I’d come to an uneasy detente with hydration, much the way I had with doping. I knew there was more to it than meets the eye, but the numbers didn’t add up. Specifically, drink makers have been marketing drinks that are supposed to be mixed at a 6 to 8-percent solution. Go any higher and you risked gastrointestinal distress, yet these same manufacturers are also marketing bars, chews and gels you’re meant to consume—also while on the bike.

The math didn’t work for me: drink mix + bar = need for extra bottle of water. The alternative was no better: drink mix + bar = GI distress. But I prefer having something with flavor, and because the marketing and sales staffers at some of these companies were clearly more concerned with selling me more product (or at least getting me to use more of their product), getting the truth from them was harder than getting a kiss from a nun.

Here’s where I have to credit Skratch Labs and Osmo Nutrition for taking the time to explain to me just how the body really works. Too often products are created that look great on the blackboard but don’t really work in real life. Here’s an example: Maltodextrin.
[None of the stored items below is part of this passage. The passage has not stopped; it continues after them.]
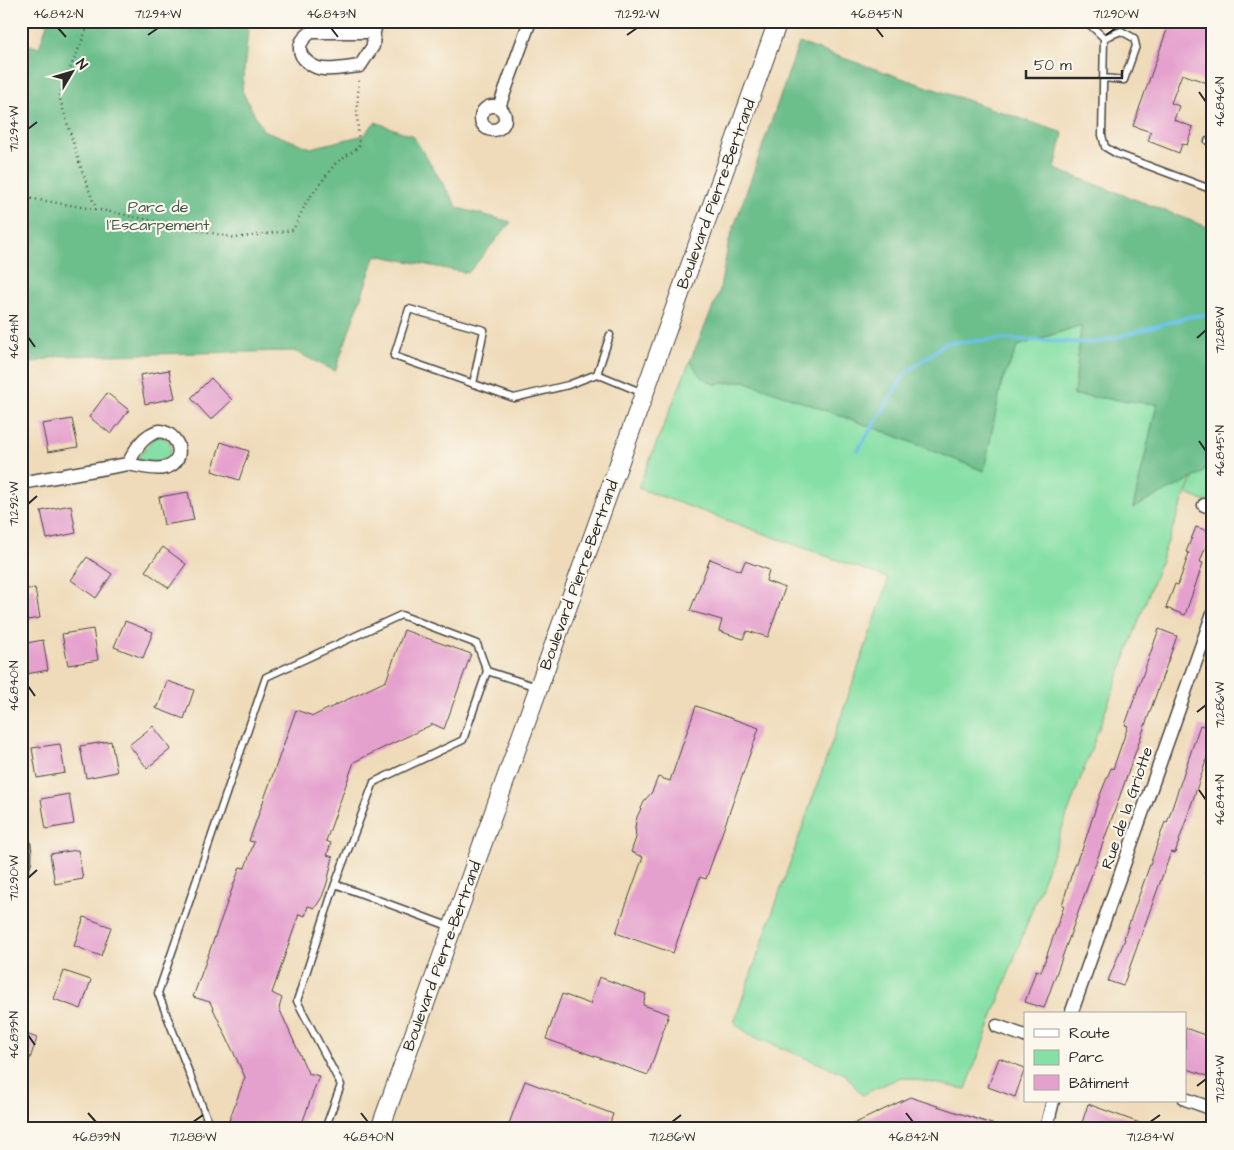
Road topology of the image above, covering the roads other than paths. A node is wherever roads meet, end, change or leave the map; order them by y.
1 (530, 21) edge
2 (778, 21) edge
3 (1086, 21) edge
4 (375, 27) edge
5 (1104, 38) junction
6 (1104, 78) junction
7 (499, 107) dead end
8 (1213, 190) edge
9 (610, 335) dead end
10 (597, 374) junction
11 (473, 384) junction
12 (644, 394) junction
13 (128, 464) dead end
14 (21, 483) edge
15 (1213, 613) edge
16 (487, 671) junction
17 (538, 688) junction
18 (21, 831) edge
19 (21, 871) edge
20 (335, 884) junction
21 (452, 927) junction
22 (1073, 1012) edge
23 (997, 1026) dead end
24 (1024, 1036) edge
25 (1186, 1098) edge
26 (1053, 1102) edge
27 (1213, 1109) edge
28 (211, 1129) edge
29 (325, 1129) edge
30 (380, 1129) edge
31 (1046, 1129) edge

1 - 7 street
2 - 12 main road, Boulevard Pierre-Bertrand
3 - 5 lane
4 - 4 street
5 - 6 lane
5 - 6 lane
6 - 8 lane
9 - 10 lane
10 - 11 lane
10 - 12 lane
11 - 11 lane
12 - 17 main road, Boulevard Pierre-Bertrand
13 - 14 street
15 - 22 street, Rue de la Griotte
16 - 17 lane
16 - 20 lane
16 - 28 lane
17 - 21 main road, Boulevard Pierre-Bertrand
18 - 19 street
20 - 21 lane
20 - 29 lane
21 - 30 main road, Boulevard Pierre-Bertrand
23 - 24 street
25 - 27 street
26 - 31 street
Sure, I’ve seen some spectacular bonks due to people drinking water but not eating enough, but all the truly flashy fireworks (and I mean that almost literally) occurred when riders focused on drinks laden with maltodextrin. The sales pitch was always that a malto-sweetened drink would deliver huge numbers of calories in an easy-to-digest chain of glucose molecules. Then I crewed for a RAAM rider and watched her firehose a malto-laden drink into a ditch from her bike. What I didn’t understand until last week was that maltodextrin begins breaking down the moment it hits your mouth. It continues breaking down in your stomach, so by the time it reaches your small intestine, what you have is hundreds of calories of glucose and only water enough to help absorb about half of them. The rest goes in one of two directions. She didn’t have enough water to absorb all that sugar so her body ejected the rest. Not pretty.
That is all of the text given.